If one person has a right to do something, everyone should have that right; no more arbitrary standards for acquiring rights you were supposedly born with. If we all agree that everyone has a right to life, then there is no excuse for anyone to die because they don't have "enough money" to gain access to health care. If we truly believe in liberty, then our leaders have to believe in liberty for all people, not just those whose "lifestyle" choices they approve. If we believe in the "pursuit of happiness," then our leaders should not obstruct our path to happiness, until such time as that pursuit crosses a line and actually interferes with another's rights.
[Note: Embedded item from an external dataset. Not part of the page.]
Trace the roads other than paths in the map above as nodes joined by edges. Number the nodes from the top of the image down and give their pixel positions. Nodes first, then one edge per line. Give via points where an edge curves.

The only time the government should interfere with any lawful activity is when public safety and security is an issue, and that should mean only actual safety and security; not just the tender sensibilities of prudes.
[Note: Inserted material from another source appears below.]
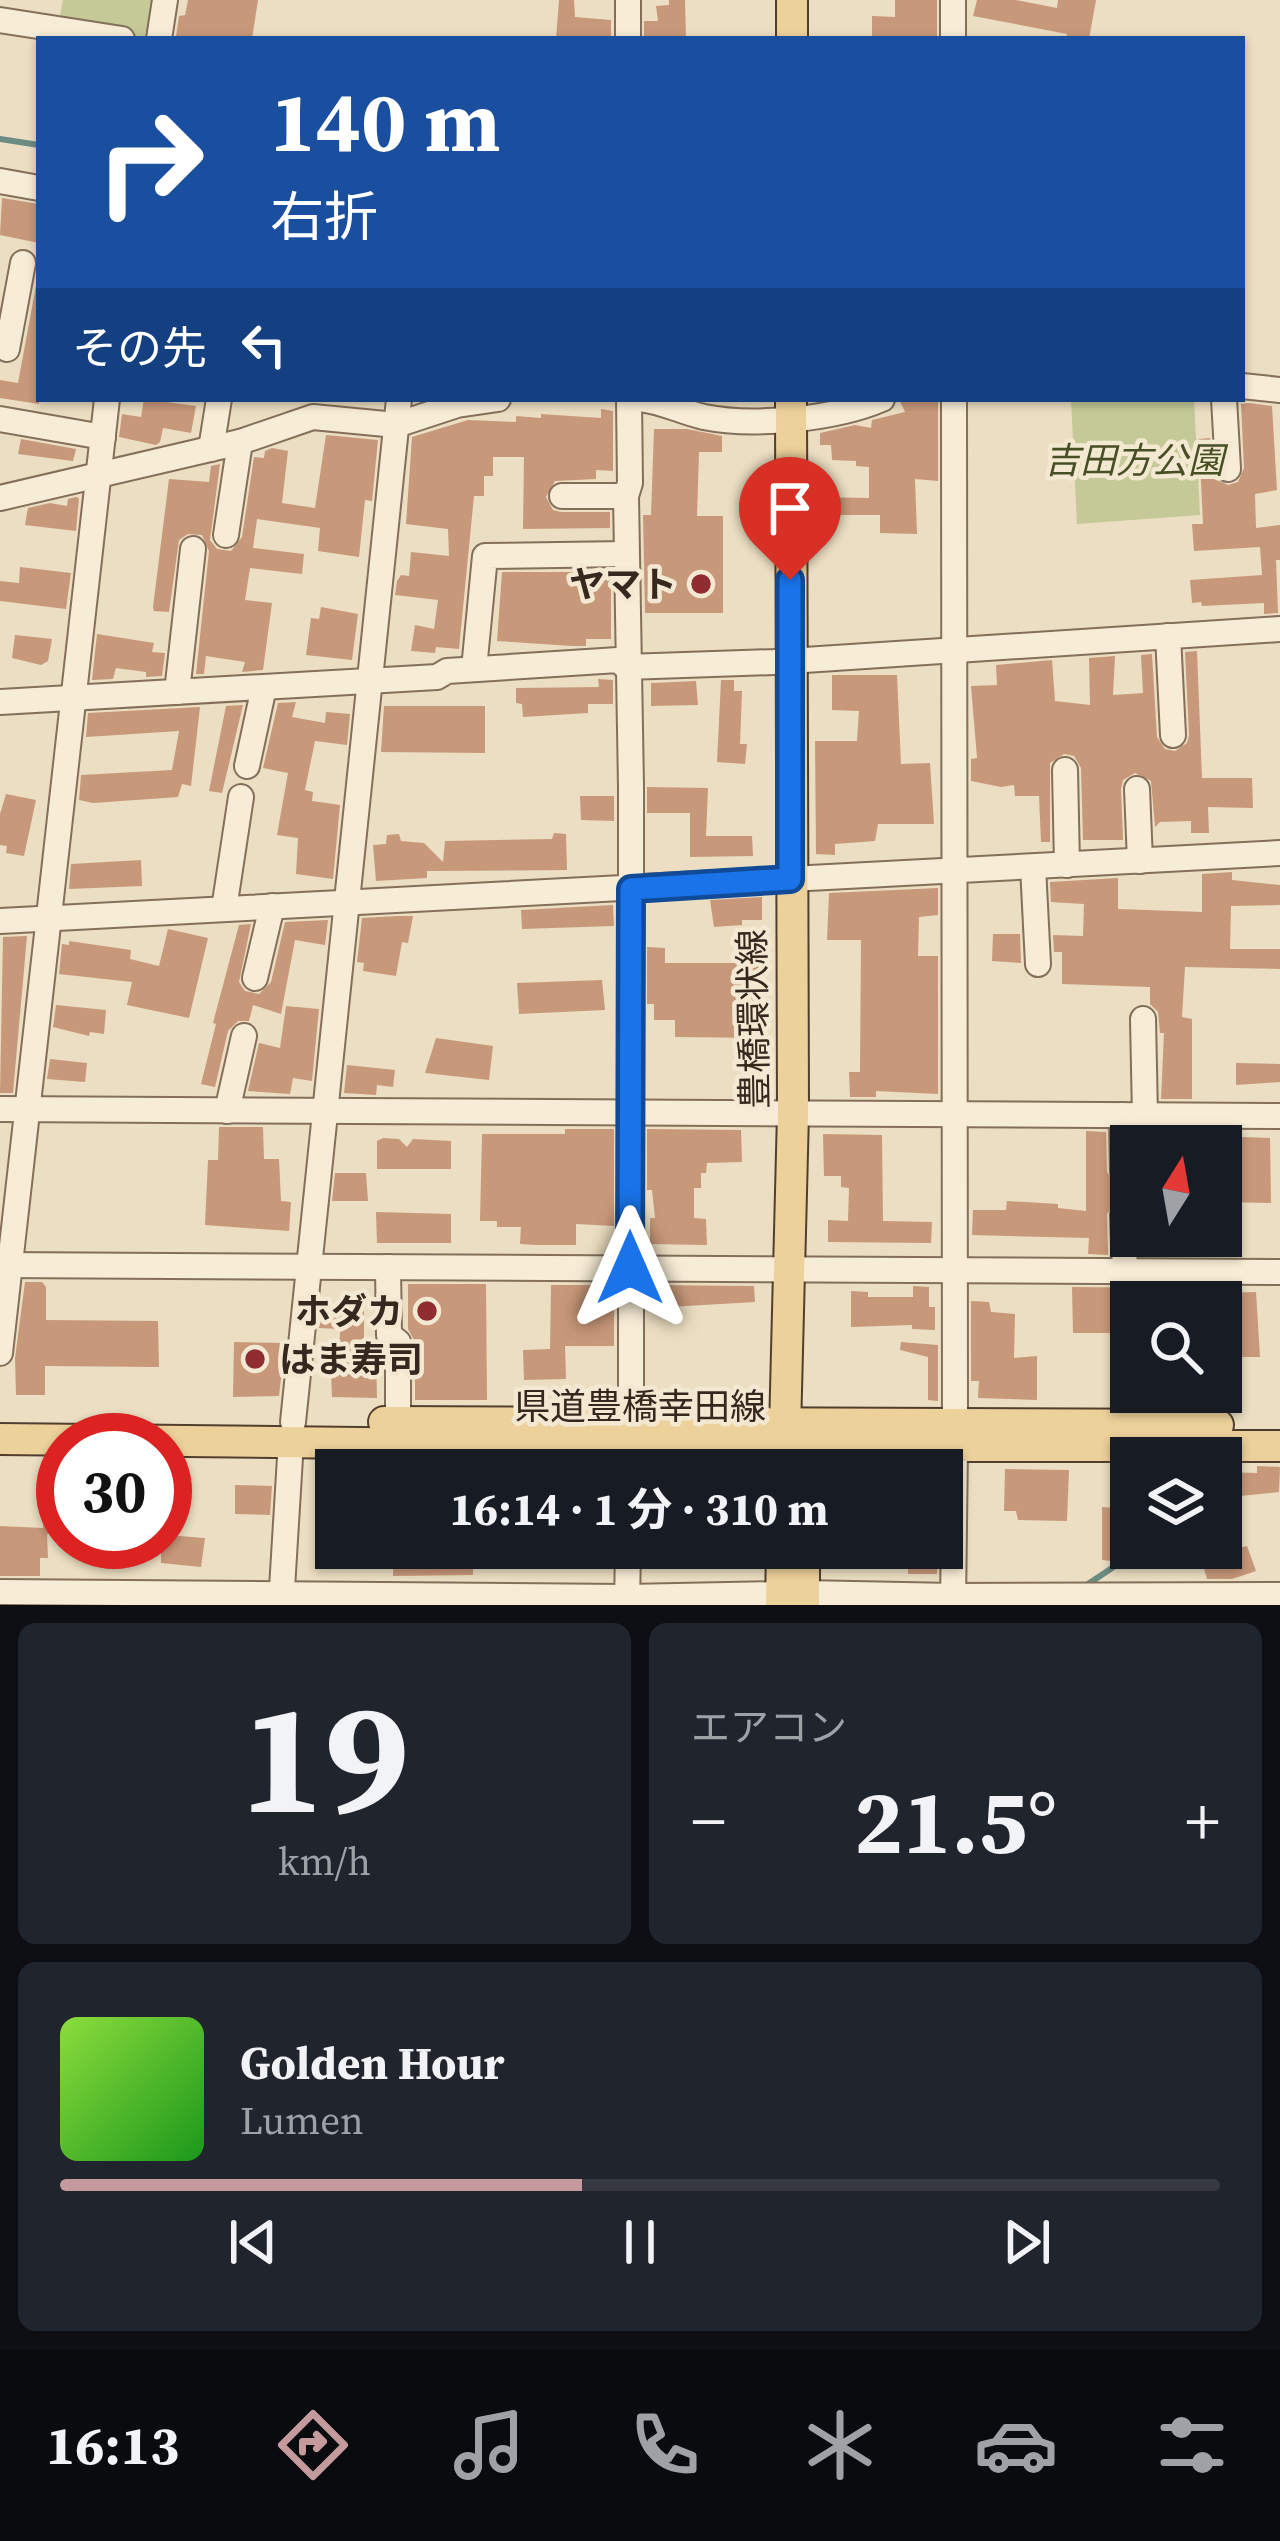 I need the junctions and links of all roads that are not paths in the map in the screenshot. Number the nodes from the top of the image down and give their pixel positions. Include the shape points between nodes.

Beginning with this year's elections, presidential, senatorial and congressional, it's time we made clear that nothing else matters but finding leaders who understand their job is to uphold the Constitution. We have to make clear that we will no longer allow ourselves to be distracted by the constant sideshows that have marked election seasons past, especially those since the neocons' takeover in 1980. It doesn't matter who a candidate's pastor is, or whether he or she did drugs in college, or dated a couple of sluts back in the day, or committed adultery, or is a Muslim, or an atheist, or drives a gas guzzler. What matters is that they believe strongly in the future of this country, and that basic Constitutional principles trump political opportunism.
Like I said; we have a lot of problems to deal with. We have to rebuild the economy into something that serves all of us, not just a select few. We must learn how to use half as much energy as we use, and find better sources for it. We have to encourage people to use fewer resources, and replace the resources we've already used, wherever possible. We have to pay down the staggering amount of debt we have built up, and not continue to saddle our children and grandchildren with a tax burden that we have been unwilling to take on. We must regulate commerce again, so as to make businesses accountable to the public, as the Constitution demands.
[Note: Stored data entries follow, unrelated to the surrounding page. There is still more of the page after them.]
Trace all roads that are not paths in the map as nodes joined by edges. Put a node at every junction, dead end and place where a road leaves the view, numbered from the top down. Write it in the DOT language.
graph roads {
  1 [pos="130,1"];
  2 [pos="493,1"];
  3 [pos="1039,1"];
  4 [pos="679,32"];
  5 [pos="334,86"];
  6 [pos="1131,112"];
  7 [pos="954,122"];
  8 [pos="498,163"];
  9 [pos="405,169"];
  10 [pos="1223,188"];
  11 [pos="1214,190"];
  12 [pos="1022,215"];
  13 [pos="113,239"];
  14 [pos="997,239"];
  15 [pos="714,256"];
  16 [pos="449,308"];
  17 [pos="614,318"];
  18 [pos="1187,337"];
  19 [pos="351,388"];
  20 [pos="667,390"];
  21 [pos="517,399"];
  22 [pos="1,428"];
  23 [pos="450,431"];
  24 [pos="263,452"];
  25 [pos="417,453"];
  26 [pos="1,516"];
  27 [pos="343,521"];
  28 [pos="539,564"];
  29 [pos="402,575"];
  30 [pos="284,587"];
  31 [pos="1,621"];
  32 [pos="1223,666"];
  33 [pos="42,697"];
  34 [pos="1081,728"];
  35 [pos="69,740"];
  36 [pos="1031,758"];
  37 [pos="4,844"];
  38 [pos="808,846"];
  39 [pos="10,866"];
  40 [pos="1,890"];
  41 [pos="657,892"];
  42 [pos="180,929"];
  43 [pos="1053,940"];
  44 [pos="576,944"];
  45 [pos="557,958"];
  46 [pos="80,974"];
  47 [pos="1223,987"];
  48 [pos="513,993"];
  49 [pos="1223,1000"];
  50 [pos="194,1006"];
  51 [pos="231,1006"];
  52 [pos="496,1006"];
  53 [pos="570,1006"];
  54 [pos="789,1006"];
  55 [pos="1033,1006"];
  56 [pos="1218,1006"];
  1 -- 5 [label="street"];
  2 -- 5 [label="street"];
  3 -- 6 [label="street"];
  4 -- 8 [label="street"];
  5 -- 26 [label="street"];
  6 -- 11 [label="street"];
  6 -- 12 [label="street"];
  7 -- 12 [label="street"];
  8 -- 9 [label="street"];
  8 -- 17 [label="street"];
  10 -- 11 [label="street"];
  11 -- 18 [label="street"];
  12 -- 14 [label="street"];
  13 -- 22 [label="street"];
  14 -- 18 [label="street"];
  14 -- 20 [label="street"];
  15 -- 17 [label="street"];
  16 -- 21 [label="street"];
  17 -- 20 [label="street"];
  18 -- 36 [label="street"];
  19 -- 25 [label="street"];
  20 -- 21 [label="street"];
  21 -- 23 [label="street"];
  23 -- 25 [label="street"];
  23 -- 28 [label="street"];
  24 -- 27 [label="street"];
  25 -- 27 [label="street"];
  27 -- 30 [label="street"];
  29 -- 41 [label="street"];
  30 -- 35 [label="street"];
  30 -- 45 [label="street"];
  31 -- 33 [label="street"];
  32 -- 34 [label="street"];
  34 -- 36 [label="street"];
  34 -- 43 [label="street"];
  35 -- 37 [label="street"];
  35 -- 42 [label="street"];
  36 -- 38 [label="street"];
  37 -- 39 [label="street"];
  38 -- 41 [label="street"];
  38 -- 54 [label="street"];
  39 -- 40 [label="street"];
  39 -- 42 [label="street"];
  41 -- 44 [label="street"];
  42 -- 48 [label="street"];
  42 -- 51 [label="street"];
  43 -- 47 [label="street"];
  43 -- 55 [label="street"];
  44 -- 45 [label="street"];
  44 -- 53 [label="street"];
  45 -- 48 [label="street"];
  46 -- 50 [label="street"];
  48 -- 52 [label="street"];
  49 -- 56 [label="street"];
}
But most of all, we have to stop being a bunch of spoiled brats. Our parents and grandparents learned of sacrifice during the Great Depression and World War II, but subsequent generations seem to have forgotten it. Whereas the government used to be able to create millions of jobs through programs that served to build up the infrastructure of this country, now our leadership seems incapable of creating anything, and seek to "privatize" everything, thereby ceding what is ultimately our authority and accountability to private corporations, whose only real accountability is to stockholders, not the public.
Whereas in World War II, we managed to summon up the political will to be able to convert automobile plants to helicopter plants within eight weeks to aid the war effort, now we can't seem to get automobile companies to make small cars with good gas mileage, without closing down plants and putting people out of work for a couple of years. Whereas we used to be able to see free college educations and mortgage assistance to soldiers as investments in the economy, now we tend to look at such things as "costs to be contained." We helped rebuild Europe 50 years ago; now we can't even make our own pet food.
What's happened is a leadership vacuum. During the last couple of generations, we grew soft, we grew stupid and we became irresponsible when it comes to society as a whole. Yet, even now, some of what made the United States of America great still shines through, and we still manage to make some progress as a society.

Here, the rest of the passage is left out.